Klopt het dat het prinselijk echtpaar zich heeft ingekocht in een project op het schiereiland Machangulo? Zo ja, op welke wijze participeert het prinselijk echtpaar in het project?

Antwoord

De kroonprins heeft het recht verworven op het schiereiland Machangulo een huis te bouwen. De nog te bouwen opstallen zullen eigendom worden van de kroonprins. De grond blijft eigendom van de staat zoals de Mozambikaanse wet voorschrijft.


3.
Kunt u aangeven in hoeverre sprake is geweest van poging tot omkoping zoals een zegsman van Transparancy International stelt en impliciet wordt erkend door de projectontwikkelaar? Zo ja, kunt u aangeven of de autoriteiten van Mozambique tot vervolging overgaan? Zo neen, waarom niet?


4.
Bent u van mening dat de kroonprins er verstandig aan doet zijn naam te verbinden aan het project in Machangulo? Zo ja, kunt u dit toelichten? Zo neen, gaat u hem dit mededelen?

Antwoord

De concessiehouder heeft een overeenkomst met de centrale Mozambikaanse overheid voor de ontwikkeling van het gebied. Door de concessiehouder aan te leggen infrastructurele voorzieningen alsmede de bouw van een aantal huizen t.b.v. de lokale autoriteiten en de nog aan te trekken professionals om de klinieken en scholen te bemensen zijn onderdeel van voormelde overeenkomst. Er kan in dit licht dan ook niet worden gesproken van een poging tot omkoping.


5.
Deelt u de mening dat pogingen tot omkoping door bedrijven uit ontwikkelde landen of/en individuen uit die landen met een beroep op de "Afrikaanse cultuur" de strijd tegen corruptie in Afrikaanse landen bemoeilijkt? Zo neen, waarom niet?

Antwoord

Anti-corruptie beleid staat hoog op de agenda van de Nederlandse regering. Corruptie ondermijnt het goed functioneren van een staat en staat duurzame ontwikkeling in de weg.

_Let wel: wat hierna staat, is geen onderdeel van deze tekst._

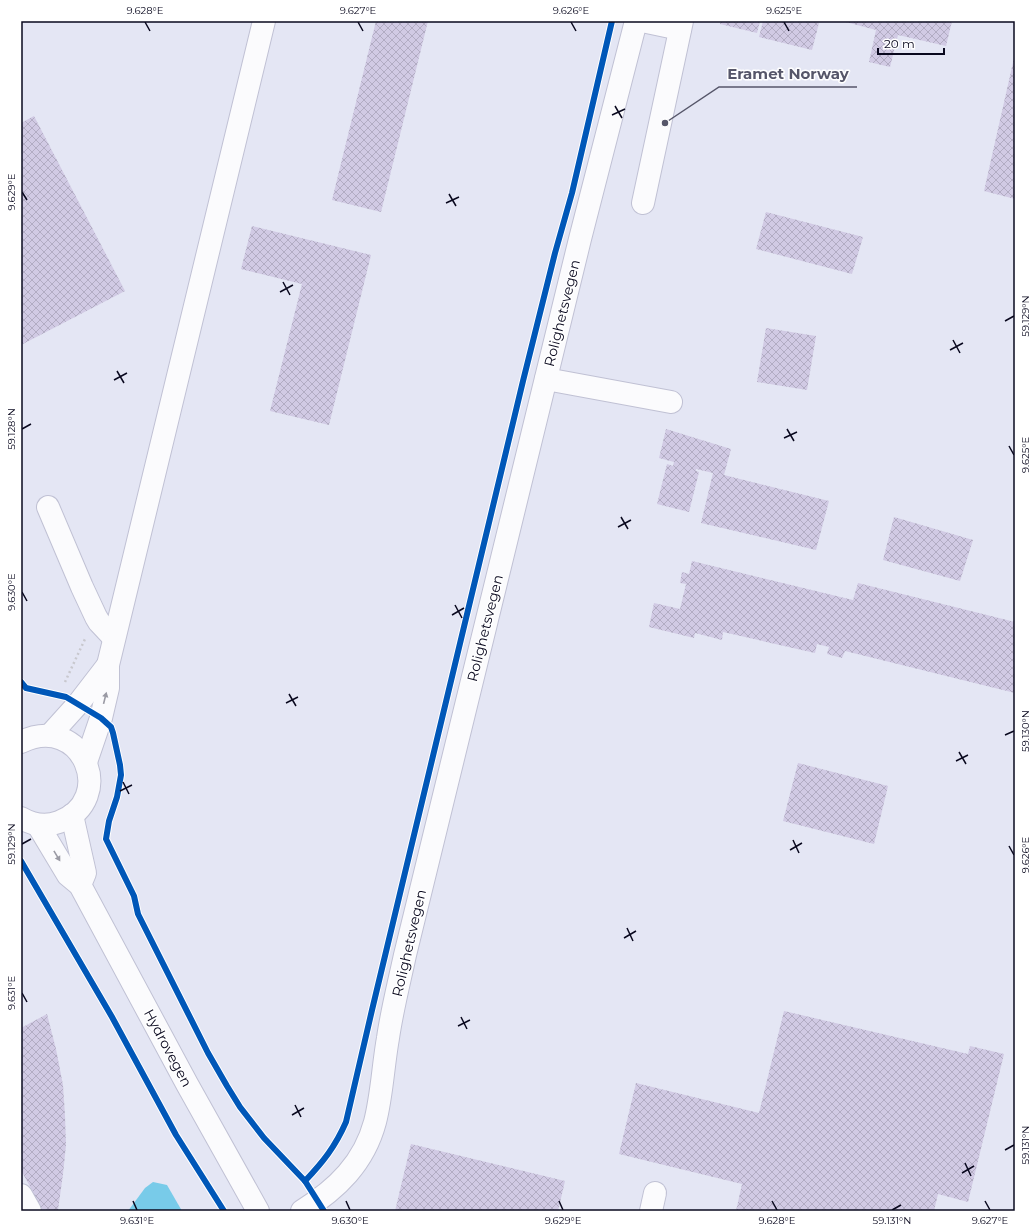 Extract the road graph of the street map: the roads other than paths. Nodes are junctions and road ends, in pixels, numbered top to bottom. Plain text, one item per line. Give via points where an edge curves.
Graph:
1 (264, 21) edge
2 (636, 21) edge
3 (642, 21) edge
4 (681, 25) edge
5 (643, 204) dead end
6 (546, 379) junction
7 (671, 402) dead end
8 (48, 508) dead end
9 (114, 638) junction
10 (108, 665) junction
11 (30, 736) edge
12 (86, 762) junction
13 (72, 815) junction
14 (30, 821) edge
15 (80, 885) junction
16 (21, 1195) edge
17 (30, 1211) edge
18 (258, 1211) edge
19 (302, 1211) edge

1 - 9 street
2 - 6 street, Rolighetsvegen
3 - 4 street
4 - 5 street
6 - 7 street
6 - 19 street, Rolighetsvegen via 405,955 388,1036 375,1122 355,1166 339,1184
8 - 9 street via 96,617
9 - 10 street
10 - 11 street via 78,704
12 -> 10 street via 108,688
11 - 12 street via 61,738 80,752
12 - 13 street via 89,772 88,791
13 - 14 street via 56,823
13 - 15 street via 85,873
14 -> 15 street, Hydrovegen via 68,875
15 - 18 street, Hydrovegen
16 - 17 street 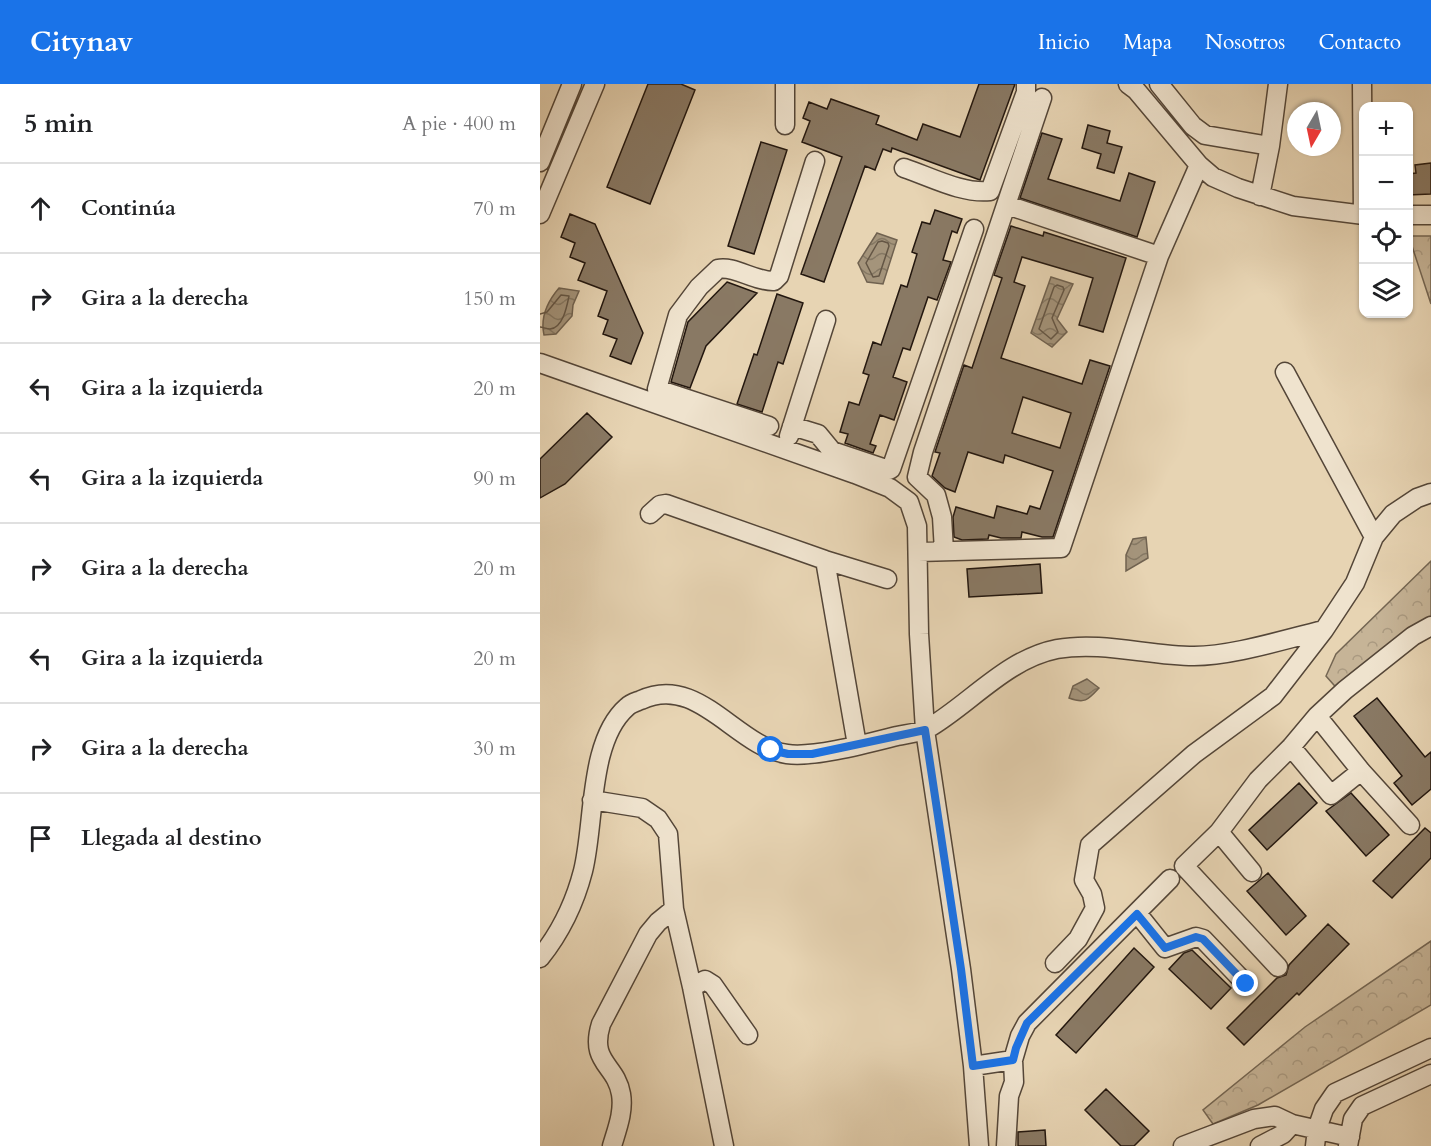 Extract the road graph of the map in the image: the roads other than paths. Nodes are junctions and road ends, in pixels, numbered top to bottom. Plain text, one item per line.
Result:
1 (572, 84) edge
2 (595, 84) edge
3 (785, 84) edge
4 (1026, 84) edge
5 (1128, 84) edge
6 (1159, 84) edge
7 (1278, 84) edge
8 (1362, 84) edge
9 (1042, 99) dead end
10 (786, 125) dead end
11 (1270, 146) junction
12 (815, 161) dead end
13 (540, 162) edge
14 (1198, 165) junction
15 (904, 168) dead end
16 (1260, 195) junction
17 (1007, 205) junction
18 (1363, 210) edge
19 (540, 214) edge
20 (1359, 214) edge
21 (1413, 215) edge
22 (1431, 215) edge
23 (974, 229) dead end
24 (1159, 256) junction
25 (826, 320) dead end
26 (540, 363) edge
27 (1285, 372) dead end
28 (710, 415) junction
29 (769, 426) dead end
30 (792, 426) junction
31 (784, 449) junction
32 (1431, 494) edge
33 (650, 514) dead end
34 (1374, 537) junction
35 (944, 551) junction
36 (918, 552) junction
37 (825, 560) junction
38 (887, 579) dead end
39 (1431, 626) edge
40 (1324, 630) junction
41 (1317, 717) junction
42 (925, 730) junction
43 (857, 745) junction
44 (1291, 747) junction
45 (1361, 771) junction
46 (592, 800) junction
47 (1410, 825) dead end
48 (1220, 832) junction
49 (1252, 872) dead end
50 (1170, 879) dead end
51 (674, 909) junction
52 (1137, 914) junction
53 (540, 958) edge
54 (1055, 963) dead end
55 (1278, 967) dead end
56 (1246, 984) dead end
57 (692, 987) junction
58 (748, 1035) dead end
59 (1431, 1048) edge
60 (1013, 1060) junction
61 (973, 1066) junction
62 (1431, 1074) edge
63 (1292, 1124) junction
64 (1316, 1137) edge
65 (1349, 1141) edge
66 (612, 1146) edge
67 (724, 1146) edge
68 (980, 1146) edge
69 (1006, 1146) edge
70 (1183, 1146) edge
71 (1260, 1146) edge

1 - 13 street
2 - 19 street
3 - 10 street
4 - 15 street
5 - 14 street
6 - 11 street
7 - 11 street
8 - 18 street
9 - 17 street
11 - 16 street
12 - 28 street
14 - 16 street
14 - 24 street
16 - 20 street
17 - 24 street
17 - 35 street
21 - 22 street
23 - 30 street
24 - 35 street
25 - 30 street
26 - 28 street
27 - 34 street
28 - 29 street
28 - 31 street
30 - 31 street
31 - 36 street
32 - 34 street
33 - 37 street
34 - 40 street
35 - 36 street
36 - 42 street
37 - 38 street
37 - 43 street
39 - 41 street
40 - 42 street
40 - 54 street
41 - 44 street
41 - 45 street
42 - 43 street
42 - 61 street
43 - 46 street
44 - 45 street
44 - 48 street
45 - 47 street
46 - 51 street
46 - 53 street
48 - 49 street
48 - 55 street
50 - 52 street
51 - 57 street
51 - 66 street
52 - 56 street
52 - 60 street
57 - 58 street
57 - 67 street
59 - 64 street
60 - 61 street
60 - 69 street
61 - 68 street
62 - 65 street
63 - 64 street
63 - 70 street
63 - 71 street
64 - 65 street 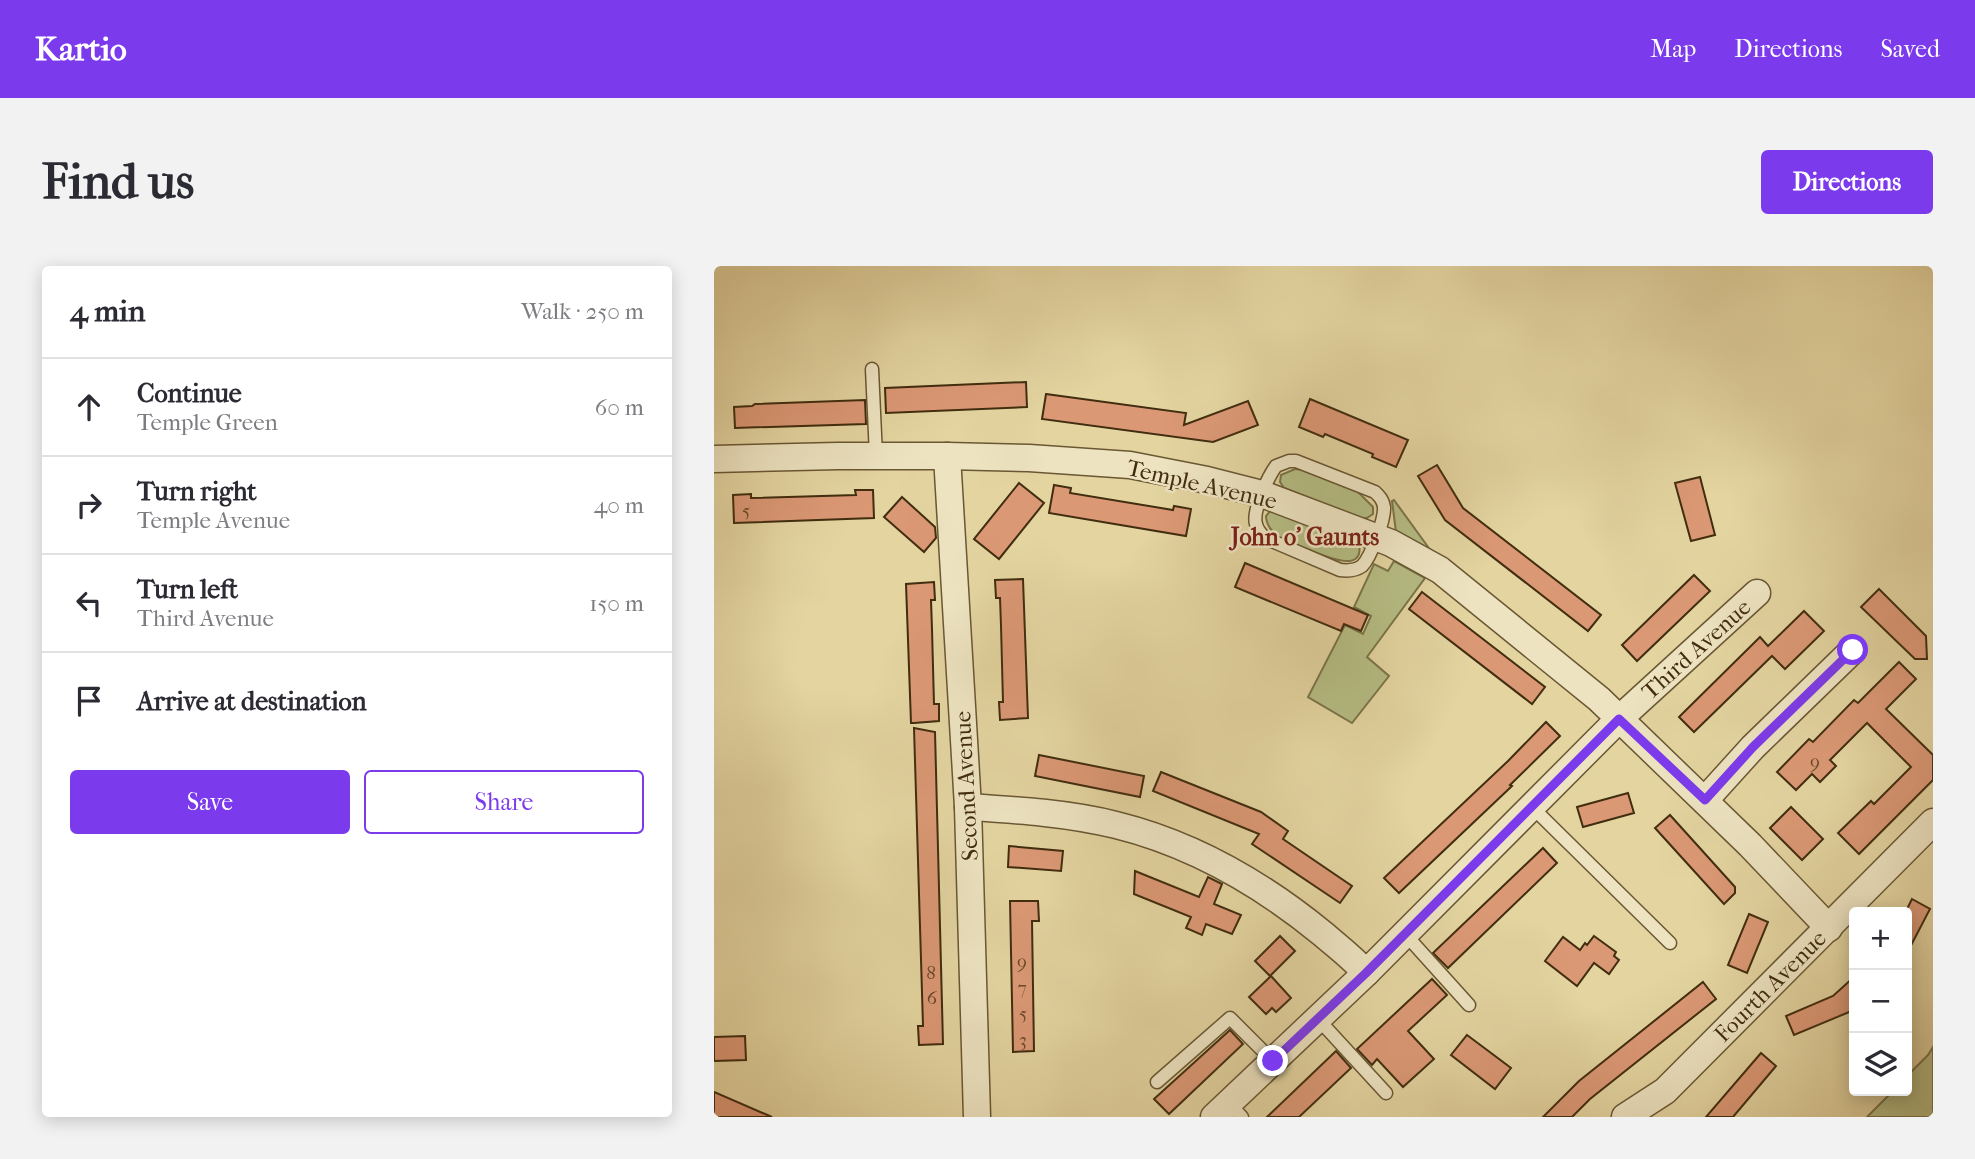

Een beroep op de Afrikaanse cultuur kan dan ook geen reden zijn om corruptie, in welke vorm dan ook, te accepteren. Zie verder het antwoord op vraag 3 en 4.


1) HP de Tijd, 29-30 juli 2008 en http://www.HP/De Tijd.nl

Toelichting:
Deze vragen dienen ter aanvulling op eerdere vragen ter zake van de leden Irrgang en Van Bommel, ingezonden 11 juli 2008 (vraagnummer 2070825170)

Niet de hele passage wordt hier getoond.